> TASK
The material must be repeated exactly, with every line intact.

BEGIN

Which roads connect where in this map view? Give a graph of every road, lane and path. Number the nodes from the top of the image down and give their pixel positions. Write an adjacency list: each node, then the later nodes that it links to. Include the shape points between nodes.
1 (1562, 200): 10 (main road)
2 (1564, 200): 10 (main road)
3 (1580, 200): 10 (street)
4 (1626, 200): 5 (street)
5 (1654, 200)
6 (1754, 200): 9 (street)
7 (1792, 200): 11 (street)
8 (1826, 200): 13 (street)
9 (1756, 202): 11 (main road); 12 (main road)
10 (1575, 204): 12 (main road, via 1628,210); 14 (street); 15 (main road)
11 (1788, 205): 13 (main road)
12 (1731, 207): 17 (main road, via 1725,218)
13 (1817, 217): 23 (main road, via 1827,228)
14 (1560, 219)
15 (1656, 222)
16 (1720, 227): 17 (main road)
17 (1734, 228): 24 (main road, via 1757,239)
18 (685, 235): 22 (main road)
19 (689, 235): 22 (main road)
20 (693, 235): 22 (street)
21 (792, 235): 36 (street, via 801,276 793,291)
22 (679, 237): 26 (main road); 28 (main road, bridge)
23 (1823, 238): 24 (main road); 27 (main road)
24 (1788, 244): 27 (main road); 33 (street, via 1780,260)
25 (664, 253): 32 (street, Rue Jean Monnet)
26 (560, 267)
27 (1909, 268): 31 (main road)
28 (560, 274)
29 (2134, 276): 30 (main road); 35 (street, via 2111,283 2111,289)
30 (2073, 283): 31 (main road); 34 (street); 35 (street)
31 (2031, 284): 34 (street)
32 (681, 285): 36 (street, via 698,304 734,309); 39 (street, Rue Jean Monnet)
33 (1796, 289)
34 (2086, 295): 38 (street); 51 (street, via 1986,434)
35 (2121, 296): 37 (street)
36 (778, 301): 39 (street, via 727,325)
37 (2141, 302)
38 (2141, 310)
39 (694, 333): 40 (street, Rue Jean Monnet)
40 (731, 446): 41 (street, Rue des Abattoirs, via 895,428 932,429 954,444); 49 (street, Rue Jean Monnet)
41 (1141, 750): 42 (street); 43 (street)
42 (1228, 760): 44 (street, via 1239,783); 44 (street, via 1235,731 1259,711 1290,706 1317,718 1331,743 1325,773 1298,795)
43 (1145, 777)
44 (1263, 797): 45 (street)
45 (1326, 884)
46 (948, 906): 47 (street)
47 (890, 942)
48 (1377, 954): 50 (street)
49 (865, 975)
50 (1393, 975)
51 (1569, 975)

END

> TASK ANSWER
Which roads connect where in this map view? Give a graph of every road, lane and path. Number the nodes from the top of the image down and give their pixel positions. Write an adjacency list: each node, then the later nodes that it links to. Include the shape points between nodes.
1 (1562, 200): 10 (main road)
2 (1564, 200): 10 (main road)
3 (1580, 200): 10 (street)
4 (1626, 200): 5 (street)
5 (1654, 200)
6 (1754, 200): 9 (street)
7 (1792, 200): 11 (street)
8 (1826, 200): 13 (street)
9 (1756, 202): 11 (main road); 12 (main road)
10 (1575, 204): 12 (main road, via 1628,210); 14 (street); 15 (main road)
11 (1788, 205): 13 (main road)
12 (1731, 207): 17 (main road, via 1725,218)
13 (1817, 217): 23 (main road, via 1827,228)
14 (1560, 219)
15 (1656, 222)
16 (1720, 227): 17 (main road)
17 (1734, 228): 24 (main road, via 1757,239)
18 (685, 235): 22 (main road)
19 (689, 235): 22 (main road)
20 (693, 235): 22 (street)
21 (792, 235): 36 (street, via 801,276 793,291)
22 (679, 237): 26 (main road); 28 (main road, bridge)
23 (1823, 238): 24 (main road); 27 (main road)
24 (1788, 244): 27 (main road); 33 (street, via 1780,260)
25 (664, 253): 32 (street, Rue Jean Monnet)
26 (560, 267)
27 (1909, 268): 31 (main road)
28 (560, 274)
29 (2134, 276): 30 (main road); 35 (street, via 2111,283 2111,289)
30 (2073, 283): 31 (main road); 34 (street); 35 (street)
31 (2031, 284): 34 (street)
32 (681, 285): 36 (street, via 698,304 734,309); 39 (street, Rue Jean Monnet)
33 (1796, 289)
34 (2086, 295): 38 (street); 51 (street, via 1986,434)
35 (2121, 296): 37 (street)
36 (778, 301): 39 (street, via 727,325)
37 (2141, 302)
38 (2141, 310)
39 (694, 333): 40 (street, Rue Jean Monnet)
40 (731, 446): 41 (street, Rue des Abattoirs, via 895,428 932,429 954,444); 49 (street, Rue Jean Monnet)
41 (1141, 750): 42 (street); 43 (street)
42 (1228, 760): 44 (street, via 1239,783); 44 (street, via 1235,731 1259,711 1290,706 1317,718 1331,743 1325,773 1298,795)
43 (1145, 777)
44 (1263, 797): 45 (street)
45 (1326, 884)
46 (948, 906): 47 (street)
47 (890, 942)
48 (1377, 954): 50 (street)
49 (865, 975)
50 (1393, 975)
51 (1569, 975)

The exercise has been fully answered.